WHAT THE EXERCISE ASKS: Search the material for the word "Klinik" and copy every line in which it occurs.

RECORDS TO PROCESS:
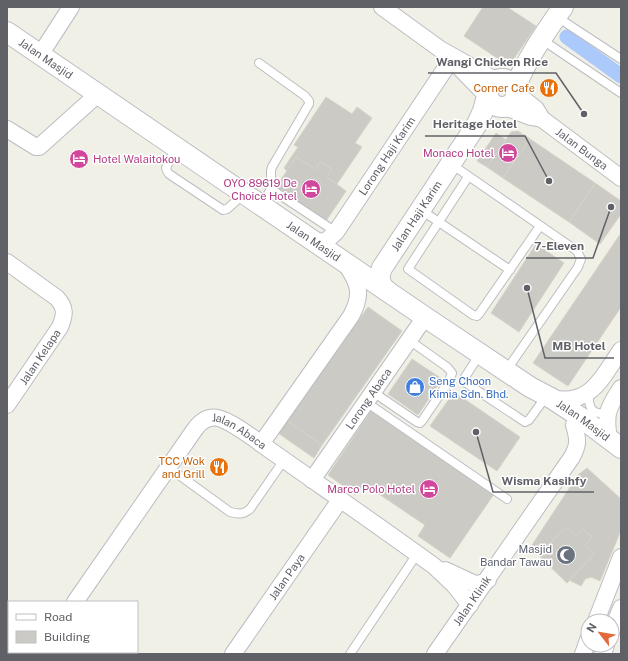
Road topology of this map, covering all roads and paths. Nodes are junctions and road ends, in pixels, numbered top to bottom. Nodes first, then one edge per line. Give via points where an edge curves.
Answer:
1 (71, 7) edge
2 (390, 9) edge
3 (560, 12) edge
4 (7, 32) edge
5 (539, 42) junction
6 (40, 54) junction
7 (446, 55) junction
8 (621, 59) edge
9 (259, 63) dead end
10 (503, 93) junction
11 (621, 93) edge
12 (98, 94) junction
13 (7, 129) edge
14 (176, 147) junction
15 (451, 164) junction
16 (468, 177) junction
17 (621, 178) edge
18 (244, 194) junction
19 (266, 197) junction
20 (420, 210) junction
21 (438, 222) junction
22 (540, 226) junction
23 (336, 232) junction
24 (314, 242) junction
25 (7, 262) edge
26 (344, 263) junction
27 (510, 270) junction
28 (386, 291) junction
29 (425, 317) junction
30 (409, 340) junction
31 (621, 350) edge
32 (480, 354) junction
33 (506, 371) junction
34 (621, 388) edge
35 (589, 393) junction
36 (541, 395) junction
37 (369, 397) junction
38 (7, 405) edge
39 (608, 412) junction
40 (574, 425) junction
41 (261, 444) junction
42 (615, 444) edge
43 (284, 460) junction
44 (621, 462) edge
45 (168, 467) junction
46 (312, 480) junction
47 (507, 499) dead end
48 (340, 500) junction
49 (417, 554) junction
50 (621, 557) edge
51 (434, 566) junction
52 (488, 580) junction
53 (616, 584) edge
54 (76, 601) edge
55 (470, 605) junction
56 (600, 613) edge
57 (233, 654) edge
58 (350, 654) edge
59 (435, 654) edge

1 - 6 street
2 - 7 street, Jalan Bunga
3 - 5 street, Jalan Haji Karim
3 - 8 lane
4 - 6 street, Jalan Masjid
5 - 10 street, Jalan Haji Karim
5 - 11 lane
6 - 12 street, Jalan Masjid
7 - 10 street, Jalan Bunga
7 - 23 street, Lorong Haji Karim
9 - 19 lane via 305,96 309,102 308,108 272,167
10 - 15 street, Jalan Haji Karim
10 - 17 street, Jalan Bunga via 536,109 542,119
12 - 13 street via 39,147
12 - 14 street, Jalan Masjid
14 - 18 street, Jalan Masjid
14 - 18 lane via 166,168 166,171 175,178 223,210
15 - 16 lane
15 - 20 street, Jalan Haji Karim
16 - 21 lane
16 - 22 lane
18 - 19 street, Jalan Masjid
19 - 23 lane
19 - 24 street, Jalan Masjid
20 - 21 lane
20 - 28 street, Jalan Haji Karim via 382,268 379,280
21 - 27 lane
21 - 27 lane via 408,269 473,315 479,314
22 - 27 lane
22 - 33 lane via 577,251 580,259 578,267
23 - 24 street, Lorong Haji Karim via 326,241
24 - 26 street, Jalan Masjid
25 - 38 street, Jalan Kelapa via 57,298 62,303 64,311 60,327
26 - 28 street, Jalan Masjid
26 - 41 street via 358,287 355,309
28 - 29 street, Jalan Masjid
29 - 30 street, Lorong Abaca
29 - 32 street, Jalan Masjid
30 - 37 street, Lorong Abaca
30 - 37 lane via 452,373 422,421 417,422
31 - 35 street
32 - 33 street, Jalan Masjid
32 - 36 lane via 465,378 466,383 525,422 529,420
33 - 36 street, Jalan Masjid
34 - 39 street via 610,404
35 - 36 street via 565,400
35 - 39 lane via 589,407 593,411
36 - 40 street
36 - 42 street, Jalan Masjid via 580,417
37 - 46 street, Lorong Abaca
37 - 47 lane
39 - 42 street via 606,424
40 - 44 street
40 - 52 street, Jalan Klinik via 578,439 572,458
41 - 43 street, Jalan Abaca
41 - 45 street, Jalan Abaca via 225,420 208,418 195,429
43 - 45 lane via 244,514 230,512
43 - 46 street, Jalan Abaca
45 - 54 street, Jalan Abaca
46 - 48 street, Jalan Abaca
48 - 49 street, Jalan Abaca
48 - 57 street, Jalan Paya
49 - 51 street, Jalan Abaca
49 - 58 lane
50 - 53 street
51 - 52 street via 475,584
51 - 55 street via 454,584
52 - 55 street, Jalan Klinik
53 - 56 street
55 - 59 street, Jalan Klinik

RESPONSE FOR THIS EXERCISE:
40 - 52 street, Jalan Klinik via 578,439 572,458
52 - 55 street, Jalan Klinik
55 - 59 street, Jalan Klinik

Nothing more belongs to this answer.